··· Material to process ···

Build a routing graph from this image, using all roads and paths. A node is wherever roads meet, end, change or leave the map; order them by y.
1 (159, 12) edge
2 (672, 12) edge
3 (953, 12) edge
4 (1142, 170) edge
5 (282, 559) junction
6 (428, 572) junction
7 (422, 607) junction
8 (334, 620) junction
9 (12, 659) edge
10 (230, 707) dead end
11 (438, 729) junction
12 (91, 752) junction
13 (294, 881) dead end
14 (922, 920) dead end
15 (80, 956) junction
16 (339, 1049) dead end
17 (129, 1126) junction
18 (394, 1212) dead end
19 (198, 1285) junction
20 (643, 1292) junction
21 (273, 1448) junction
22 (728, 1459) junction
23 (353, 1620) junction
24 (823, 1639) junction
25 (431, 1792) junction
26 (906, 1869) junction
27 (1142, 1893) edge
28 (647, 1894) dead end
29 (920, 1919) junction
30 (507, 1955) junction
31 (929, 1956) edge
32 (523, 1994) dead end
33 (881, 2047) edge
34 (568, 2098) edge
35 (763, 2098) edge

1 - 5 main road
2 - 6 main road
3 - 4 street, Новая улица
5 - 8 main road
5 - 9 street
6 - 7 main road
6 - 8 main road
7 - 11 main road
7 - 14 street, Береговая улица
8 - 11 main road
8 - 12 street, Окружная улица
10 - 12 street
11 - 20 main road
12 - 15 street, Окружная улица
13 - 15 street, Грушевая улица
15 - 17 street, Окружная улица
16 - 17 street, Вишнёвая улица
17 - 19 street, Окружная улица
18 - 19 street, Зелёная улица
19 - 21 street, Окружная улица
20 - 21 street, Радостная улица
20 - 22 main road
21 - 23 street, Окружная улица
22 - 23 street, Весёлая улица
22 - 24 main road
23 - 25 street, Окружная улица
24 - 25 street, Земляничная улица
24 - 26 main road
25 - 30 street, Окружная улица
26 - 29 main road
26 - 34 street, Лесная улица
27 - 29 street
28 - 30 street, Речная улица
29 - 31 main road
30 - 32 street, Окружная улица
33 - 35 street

···

- [Task requirements] How many lines in the entries above include the string "dead"? Please answer with that number and nothing more.

- [Your response] 7